LE PAROXYSME DE L’'ALEATOIRE


La nuit est noire
Mais j’ai fait nuit blanche
La brume est pesante
La contrée est recouverte de son voile
Les oiseaux se sont tu
La Lune n'’est toujours pas apparue
Tatoon a les yeux clos
Son corps déambule, elle rêve
Peut-être d’une vaste prairie
Peut-être aussi de Bambi
Peut-être encore de son petit chéri de l’'école

En ce qui me concerne
Je pense à elle, elle ma cigale
Je vais la revoir, je suis impatient
Je l’ai vu aussi les yeux clos
Aussi belle que la Lune
Luisante dans mon ciel d'’Eden
Douce comme le satin
Fraîche comme la rosée des matins d’été
Fontaine de jouvence venue de Lourdes
Maîtresse de la secte « Le bonheur est à nous »
Romance sylvestre de la Rome antique

Les arbres sont mornes
Les rues sont vidées de la population
Désurbanisation, désert de sable et de béton
Le bastion se vide de ses habitants
Plus un animal dehors
Le ciel a encore vaincu l’être vivant
Il doit rester quelques clochers qui vont mourir
Les pauvres !
Les saisons vont faire des dégâts
Destruction massive, déshumanisation
Dommage…



LE PAROXYSME DE L'’ALEATOIRE 2


Ils rutilent les oiseaux dorés
Les souffles iodés des évents sont sortis
Au dessus de la cime magnifique
En dessous de l’abîme mélancolique
Griffes soigneuses acérées tel le glaive
Qui vint un jour assaillir mon cœoeur
Il n'’est plus, dès lors, de trêve
Le donjon a failli, tous mes soldats meurent
Ampoule, interrupteur ; incompatibilité ?
Certes non ! De leur âme sort la vérité ; banalité
L’ombre est à la vierge lucide de l’être
Ce que le soleil est à l’enfant candide de l’être

Il eut fallu que la Terre soit ronde
Pour que l'on inventasse la roue
La même, qui en son temps, transportait les seigneurs
La même, qui en son temps, torturait les voleurs
Innocente liberté de mon dicton national
Pourquoi tant de méfaits, de honte, de mal ?
Je suis heureux, mais tout va mal...
Quand je ris, chante, il règne un imperturbable
Irresponsable clown fantaisiste ; je me tiens là
Las ? Non ! Plus à présent.
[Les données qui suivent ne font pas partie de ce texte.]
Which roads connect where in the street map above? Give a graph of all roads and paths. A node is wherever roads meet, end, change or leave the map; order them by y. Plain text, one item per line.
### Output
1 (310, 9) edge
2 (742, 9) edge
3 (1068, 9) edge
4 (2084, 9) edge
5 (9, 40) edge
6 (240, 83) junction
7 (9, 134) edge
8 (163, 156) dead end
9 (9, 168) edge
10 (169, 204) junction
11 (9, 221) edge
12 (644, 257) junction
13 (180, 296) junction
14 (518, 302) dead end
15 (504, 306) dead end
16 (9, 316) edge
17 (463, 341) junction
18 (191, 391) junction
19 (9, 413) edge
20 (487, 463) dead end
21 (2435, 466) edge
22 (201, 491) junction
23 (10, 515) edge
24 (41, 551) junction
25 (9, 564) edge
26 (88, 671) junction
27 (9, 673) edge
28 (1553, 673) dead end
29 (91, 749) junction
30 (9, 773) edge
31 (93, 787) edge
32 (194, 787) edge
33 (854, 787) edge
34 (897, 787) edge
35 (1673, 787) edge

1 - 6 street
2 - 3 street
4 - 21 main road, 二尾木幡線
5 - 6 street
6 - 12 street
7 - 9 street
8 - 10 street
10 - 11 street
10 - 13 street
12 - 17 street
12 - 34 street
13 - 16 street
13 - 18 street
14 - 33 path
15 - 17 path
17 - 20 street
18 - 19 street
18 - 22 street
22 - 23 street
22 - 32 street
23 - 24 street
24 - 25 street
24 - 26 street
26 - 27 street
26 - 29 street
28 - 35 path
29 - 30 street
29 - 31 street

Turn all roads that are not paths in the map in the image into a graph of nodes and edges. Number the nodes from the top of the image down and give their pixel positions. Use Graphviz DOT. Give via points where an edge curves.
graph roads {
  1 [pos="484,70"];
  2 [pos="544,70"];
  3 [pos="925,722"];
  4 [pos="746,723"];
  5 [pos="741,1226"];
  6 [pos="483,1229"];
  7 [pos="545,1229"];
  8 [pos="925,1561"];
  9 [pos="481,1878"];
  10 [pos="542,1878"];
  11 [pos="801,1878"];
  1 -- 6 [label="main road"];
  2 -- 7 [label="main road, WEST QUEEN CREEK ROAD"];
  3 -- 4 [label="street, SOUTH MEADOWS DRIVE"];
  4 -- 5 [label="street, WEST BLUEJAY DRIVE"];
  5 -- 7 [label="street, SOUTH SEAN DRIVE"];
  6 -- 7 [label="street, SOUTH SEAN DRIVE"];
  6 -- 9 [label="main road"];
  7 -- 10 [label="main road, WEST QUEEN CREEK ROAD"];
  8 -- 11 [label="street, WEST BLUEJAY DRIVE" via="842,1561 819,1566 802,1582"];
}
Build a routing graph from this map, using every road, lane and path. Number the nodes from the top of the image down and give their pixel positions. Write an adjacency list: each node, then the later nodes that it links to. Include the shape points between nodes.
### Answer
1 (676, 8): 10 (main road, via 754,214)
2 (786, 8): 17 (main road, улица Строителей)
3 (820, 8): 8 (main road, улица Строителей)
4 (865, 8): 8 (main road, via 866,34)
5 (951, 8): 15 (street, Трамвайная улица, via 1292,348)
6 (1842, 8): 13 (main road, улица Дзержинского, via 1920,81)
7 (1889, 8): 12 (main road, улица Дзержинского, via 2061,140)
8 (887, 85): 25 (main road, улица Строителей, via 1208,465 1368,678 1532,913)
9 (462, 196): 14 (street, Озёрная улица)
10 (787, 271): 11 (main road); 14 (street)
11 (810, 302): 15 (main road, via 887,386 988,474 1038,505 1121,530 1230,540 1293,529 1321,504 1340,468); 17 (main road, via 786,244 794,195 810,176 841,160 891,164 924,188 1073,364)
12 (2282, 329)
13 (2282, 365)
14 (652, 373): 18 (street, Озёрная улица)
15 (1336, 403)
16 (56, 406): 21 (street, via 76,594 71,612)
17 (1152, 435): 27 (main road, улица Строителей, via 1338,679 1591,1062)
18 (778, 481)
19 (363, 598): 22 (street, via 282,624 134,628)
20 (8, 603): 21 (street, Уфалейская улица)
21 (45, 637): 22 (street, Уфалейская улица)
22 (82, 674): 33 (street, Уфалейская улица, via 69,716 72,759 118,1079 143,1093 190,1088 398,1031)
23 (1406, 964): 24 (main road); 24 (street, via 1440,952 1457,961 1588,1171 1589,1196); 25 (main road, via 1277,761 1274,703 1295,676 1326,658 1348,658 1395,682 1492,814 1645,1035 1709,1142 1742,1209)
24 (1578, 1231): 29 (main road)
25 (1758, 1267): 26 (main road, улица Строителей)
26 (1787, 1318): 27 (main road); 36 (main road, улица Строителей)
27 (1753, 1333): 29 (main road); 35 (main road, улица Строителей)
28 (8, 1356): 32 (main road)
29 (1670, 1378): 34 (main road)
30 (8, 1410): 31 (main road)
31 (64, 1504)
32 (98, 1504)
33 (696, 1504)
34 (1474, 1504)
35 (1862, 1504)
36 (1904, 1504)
Dans le futur, ça ira !
Ehonté, peut-être. Absorbé, c'est sûr
Avec la pluie, jamais plus la déchirure

Il y a tant d'hivers où des larmes ont coulé
Tant de printemps fleuris mêlés d'absurdités
Il y a tant d'étés échaudés où mon coeur fané
Priait que pour l'automne, je puisse être damné
Mille psaumes, reliquats de mes pensées passées
Bizarreries étranges, gommages miraculés
Les lumières de la cité n'ont point cessé de briller
Crime imperturbable, le seul est que je suis né
Diadème maléfique, le bleu, le blanc, le rouge
C'est les couloirs identiques des RER qui roulent
Ils vouent ce culte à ces rails cailloutés, mouillés
Humides de ces larmes que les Dieux ont pleuré

Volupté. voilà le mot que je cherchais
C'est en ce terme peu usité, que je la qualifierai
Brise-glace estivale, ou encore mange-caillou jaune
Pégase ou serval en fera donc son aumône
Maigre labeur pour une riche ration
"Mon" Dieu, écoute mes pleurs, je rentre à la maison
Somptuosité. Tiens, celui-la, je viens de le trouver !
Il définit son âme, son être, et sa volupté
Et candide Zadig je serais, de ne pas l'avouer
Impossible ignorance en ces moments passés
En ces bras, branches immenses d'un cèdre de l'Atlas
Obscurité intense, mon âme et esprit, se cassent



LE COUCHANT


Il se couche bien plus bas cette fois-ci
Si brillant auparavant sur la ville-lumière
Ses lumières s'éteignent, délaissant les guéridons
C'est le 26 décembre 2003, je perds la vue
Tout est fade, à l'ouest, rien de nouveau
Sourires simulés aux proches de ma vie
Seïsmes cardiaques, le soir quand je me couche

Je me couche sans souche
Les odeurs du Levant
Ont laissé place au couchant

Les métros, je ne les reverrai plus comme avant
Moins de lumières, plus de sons de klaxons
Dépité, j'erre dans mon crâne vidé, crâmé
Dois-je m'éxhiler afin de retrouver mon amour ?
Paysages éteints, Eden fossilisé, paradis perdu
Le ciel ne luit plus, et les nuages sont asséchés
Le soleil ne rutile plus, il préfère geindre

Ils se couchent tous
Quant à moi, je me mens
J'attends sans hâte le couchant
Mon âme sera mon seul testament

Il en aura fallu des soleils, des étoiles et autres astres
Mais les plus chaleureux étaient ces réverbères
Ces guirlandes, ces décors, toutes ces merveilles
Cette odeur enivrante de café dans la bouche de ma cigale
Oubliant l'éthylène et le tabac nocif
Kri2s en a oublié son nom et sa place
Je ne sais où aller, que faire à chaque pas

Les lumières du Levant ne sont plus
Je me couche...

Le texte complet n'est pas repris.